The state labor department borrowed nearly $440 million from the federal government in recent years to cover unemployment benefits during the recession, and must now pay back more than $730 million. At issue in the Senate was how to pay that debt and replenish the state’s unemployment insurance trust fund. Lawmakers debated for nearly two hours, and were at times emotional about the real-life stakes in their vote.
“It is real,” said Sen. Charlie Bethel, R-Dalton, who choked up as he recounted his own painful experience of having to watch his co-workers at a North Georgia carpet company lose their jobs in the down economy. “I have stood in front of a room of people that I love and told them, ‘You haven’t done anything wrong, but your job is gone.’ It is the worst thing I’ve ever done.

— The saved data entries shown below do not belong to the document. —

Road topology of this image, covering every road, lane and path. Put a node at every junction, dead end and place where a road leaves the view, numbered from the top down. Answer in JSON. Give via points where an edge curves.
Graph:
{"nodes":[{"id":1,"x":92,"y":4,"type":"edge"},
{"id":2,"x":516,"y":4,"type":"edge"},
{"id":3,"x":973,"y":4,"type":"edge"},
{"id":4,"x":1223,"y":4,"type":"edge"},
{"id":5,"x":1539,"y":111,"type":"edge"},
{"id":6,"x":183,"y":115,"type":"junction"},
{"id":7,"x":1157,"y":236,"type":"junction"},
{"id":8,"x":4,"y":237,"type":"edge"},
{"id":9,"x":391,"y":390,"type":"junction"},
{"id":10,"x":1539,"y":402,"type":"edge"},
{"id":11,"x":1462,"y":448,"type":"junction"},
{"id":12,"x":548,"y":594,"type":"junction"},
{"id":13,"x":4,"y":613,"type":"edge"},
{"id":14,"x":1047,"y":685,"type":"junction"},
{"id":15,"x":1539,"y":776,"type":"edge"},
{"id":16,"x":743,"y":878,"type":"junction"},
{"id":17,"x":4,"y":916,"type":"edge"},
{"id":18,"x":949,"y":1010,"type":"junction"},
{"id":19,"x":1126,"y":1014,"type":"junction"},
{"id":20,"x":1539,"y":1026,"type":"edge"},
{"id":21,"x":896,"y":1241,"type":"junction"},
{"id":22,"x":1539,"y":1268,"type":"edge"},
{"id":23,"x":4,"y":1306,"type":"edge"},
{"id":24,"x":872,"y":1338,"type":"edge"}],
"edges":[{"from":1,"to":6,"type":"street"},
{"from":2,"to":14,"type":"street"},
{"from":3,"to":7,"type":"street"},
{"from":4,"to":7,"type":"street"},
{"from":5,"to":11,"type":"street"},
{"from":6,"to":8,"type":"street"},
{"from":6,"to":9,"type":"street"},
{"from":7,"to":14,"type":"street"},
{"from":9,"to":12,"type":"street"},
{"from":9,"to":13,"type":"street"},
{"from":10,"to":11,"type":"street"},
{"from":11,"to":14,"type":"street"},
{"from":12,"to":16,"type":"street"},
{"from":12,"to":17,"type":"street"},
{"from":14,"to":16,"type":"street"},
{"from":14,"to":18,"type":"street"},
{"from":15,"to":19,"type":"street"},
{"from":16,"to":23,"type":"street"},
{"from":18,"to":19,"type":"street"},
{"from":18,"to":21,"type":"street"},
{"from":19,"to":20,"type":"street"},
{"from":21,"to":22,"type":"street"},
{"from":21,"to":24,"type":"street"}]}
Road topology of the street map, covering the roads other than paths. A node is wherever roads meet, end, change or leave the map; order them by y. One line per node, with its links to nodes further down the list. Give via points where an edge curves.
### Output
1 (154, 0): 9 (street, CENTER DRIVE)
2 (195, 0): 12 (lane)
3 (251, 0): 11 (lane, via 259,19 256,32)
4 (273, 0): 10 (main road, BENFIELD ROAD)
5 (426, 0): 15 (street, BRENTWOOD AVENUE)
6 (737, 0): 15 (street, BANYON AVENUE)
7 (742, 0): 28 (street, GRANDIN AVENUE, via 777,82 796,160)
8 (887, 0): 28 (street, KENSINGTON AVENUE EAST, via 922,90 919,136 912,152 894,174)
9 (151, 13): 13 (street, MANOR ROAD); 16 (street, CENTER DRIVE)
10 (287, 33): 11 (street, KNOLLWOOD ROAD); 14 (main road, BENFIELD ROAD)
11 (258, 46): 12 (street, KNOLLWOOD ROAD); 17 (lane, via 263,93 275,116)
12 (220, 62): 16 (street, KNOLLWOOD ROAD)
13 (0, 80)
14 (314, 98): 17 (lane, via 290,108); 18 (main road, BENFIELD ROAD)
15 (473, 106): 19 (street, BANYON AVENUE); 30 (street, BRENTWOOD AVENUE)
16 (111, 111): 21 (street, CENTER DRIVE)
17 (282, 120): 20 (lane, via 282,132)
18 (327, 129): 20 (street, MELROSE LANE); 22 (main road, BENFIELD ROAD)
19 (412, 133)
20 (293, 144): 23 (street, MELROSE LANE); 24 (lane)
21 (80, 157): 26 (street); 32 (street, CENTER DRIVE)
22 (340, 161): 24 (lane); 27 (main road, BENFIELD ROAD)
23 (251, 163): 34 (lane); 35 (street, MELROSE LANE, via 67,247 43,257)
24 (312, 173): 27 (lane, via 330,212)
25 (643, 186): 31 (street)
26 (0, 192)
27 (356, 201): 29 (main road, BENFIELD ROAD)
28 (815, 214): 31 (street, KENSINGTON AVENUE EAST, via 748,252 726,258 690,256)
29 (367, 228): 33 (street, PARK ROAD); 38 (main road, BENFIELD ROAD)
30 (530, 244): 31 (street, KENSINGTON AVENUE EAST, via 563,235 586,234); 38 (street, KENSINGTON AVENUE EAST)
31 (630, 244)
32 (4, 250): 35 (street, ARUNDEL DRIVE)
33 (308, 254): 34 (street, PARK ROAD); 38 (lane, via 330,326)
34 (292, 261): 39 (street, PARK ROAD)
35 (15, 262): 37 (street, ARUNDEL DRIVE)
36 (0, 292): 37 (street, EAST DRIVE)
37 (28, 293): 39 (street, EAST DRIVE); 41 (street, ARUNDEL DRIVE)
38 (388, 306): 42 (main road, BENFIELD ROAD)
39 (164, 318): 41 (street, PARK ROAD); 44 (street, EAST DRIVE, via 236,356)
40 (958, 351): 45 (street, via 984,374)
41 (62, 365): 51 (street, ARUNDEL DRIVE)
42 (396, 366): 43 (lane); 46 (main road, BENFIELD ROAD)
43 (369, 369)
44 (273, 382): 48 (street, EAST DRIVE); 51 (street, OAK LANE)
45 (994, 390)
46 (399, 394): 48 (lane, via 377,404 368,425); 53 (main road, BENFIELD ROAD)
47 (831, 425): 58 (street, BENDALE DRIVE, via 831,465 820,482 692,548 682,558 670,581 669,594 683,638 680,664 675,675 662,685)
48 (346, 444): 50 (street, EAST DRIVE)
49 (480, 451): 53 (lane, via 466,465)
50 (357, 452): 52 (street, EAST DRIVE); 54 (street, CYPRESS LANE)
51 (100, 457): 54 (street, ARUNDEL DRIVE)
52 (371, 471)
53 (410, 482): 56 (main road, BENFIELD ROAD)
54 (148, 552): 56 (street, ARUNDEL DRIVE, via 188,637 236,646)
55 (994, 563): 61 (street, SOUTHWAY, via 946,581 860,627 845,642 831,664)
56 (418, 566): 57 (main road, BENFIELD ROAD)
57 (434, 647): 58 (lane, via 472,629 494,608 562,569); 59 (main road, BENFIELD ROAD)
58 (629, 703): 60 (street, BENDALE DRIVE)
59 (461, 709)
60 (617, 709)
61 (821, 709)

This should hurt, but it is responsible.”
The bill passed by a 34-13 vote on partisan lines. While Democrats agreed some action is necessary to repay the debt, several blasted the plan as potentially unconstitutional and harmful to the unemployed.
“This is our message to the middle class in this state that is hanging on for dear life,” said Sen. Nan Orrock, D-Atlanta. “It puts all of us in a bad position to go back home to communities that have already been damaged.”
Sen. Fran Millar, the bill’s sponsor, said the proposal would repay that debt by 2014 and replenish the state’s unemployment trust fund by 2016 to $1.1 billion. He argued the plan was painful but necessary, and shares the burden among businesses, the unemployed and the state.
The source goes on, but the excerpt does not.